_Assignment_
When you respond, write out each entry exactly as it stands.

Segment Start: Supplied information

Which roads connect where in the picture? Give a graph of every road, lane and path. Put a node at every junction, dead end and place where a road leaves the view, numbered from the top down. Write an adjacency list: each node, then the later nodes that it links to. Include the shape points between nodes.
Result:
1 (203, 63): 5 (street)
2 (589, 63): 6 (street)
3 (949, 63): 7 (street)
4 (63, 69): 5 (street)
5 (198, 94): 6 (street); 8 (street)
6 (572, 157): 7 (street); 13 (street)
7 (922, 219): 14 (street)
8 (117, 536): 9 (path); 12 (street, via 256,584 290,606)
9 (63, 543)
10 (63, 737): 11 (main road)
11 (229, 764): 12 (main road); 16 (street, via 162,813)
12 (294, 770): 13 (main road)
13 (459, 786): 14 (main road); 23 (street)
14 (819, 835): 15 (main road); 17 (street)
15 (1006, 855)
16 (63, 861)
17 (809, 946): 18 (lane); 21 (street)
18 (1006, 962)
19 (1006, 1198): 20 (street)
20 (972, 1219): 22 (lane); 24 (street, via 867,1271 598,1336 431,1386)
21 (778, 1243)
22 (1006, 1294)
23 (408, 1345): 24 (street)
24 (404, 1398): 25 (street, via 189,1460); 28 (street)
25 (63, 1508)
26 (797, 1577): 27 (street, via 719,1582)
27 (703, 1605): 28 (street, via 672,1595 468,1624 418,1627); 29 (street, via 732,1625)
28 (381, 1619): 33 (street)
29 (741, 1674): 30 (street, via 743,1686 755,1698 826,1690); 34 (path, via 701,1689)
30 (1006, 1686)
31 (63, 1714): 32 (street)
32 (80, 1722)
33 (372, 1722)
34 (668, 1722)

Segment End: Supplied information

_Finished exercise_
Which roads connect where in the picture? Give a graph of every road, lane and path. Put a node at every junction, dead end and place where a road leaves the view, numbered from the top down. Write an adjacency list: each node, then the later nodes that it links to. Include the shape points between nodes.
Result:
1 (203, 63): 5 (street)
2 (589, 63): 6 (street)
3 (949, 63): 7 (street)
4 (63, 69): 5 (street)
5 (198, 94): 6 (street); 8 (street)
6 (572, 157): 7 (street); 13 (street)
7 (922, 219): 14 (street)
8 (117, 536): 9 (path); 12 (street, via 256,584 290,606)
9 (63, 543)
10 (63, 737): 11 (main road)
11 (229, 764): 12 (main road); 16 (street, via 162,813)
12 (294, 770): 13 (main road)
13 (459, 786): 14 (main road); 23 (street)
14 (819, 835): 15 (main road); 17 (street)
15 (1006, 855)
16 (63, 861)
17 (809, 946): 18 (lane); 21 (street)
18 (1006, 962)
19 (1006, 1198): 20 (street)
20 (972, 1219): 22 (lane); 24 (street, via 867,1271 598,1336 431,1386)
21 (778, 1243)
22 (1006, 1294)
23 (408, 1345): 24 (street)
24 (404, 1398): 25 (street, via 189,1460); 28 (street)
25 (63, 1508)
26 (797, 1577): 27 (street, via 719,1582)
27 (703, 1605): 28 (street, via 672,1595 468,1624 418,1627); 29 (street, via 732,1625)
28 (381, 1619): 33 (street)
29 (741, 1674): 30 (street, via 743,1686 755,1698 826,1690); 34 (path, via 701,1689)
30 (1006, 1686)
31 (63, 1714): 32 (street)
32 (80, 1722)
33 (372, 1722)
34 (668, 1722)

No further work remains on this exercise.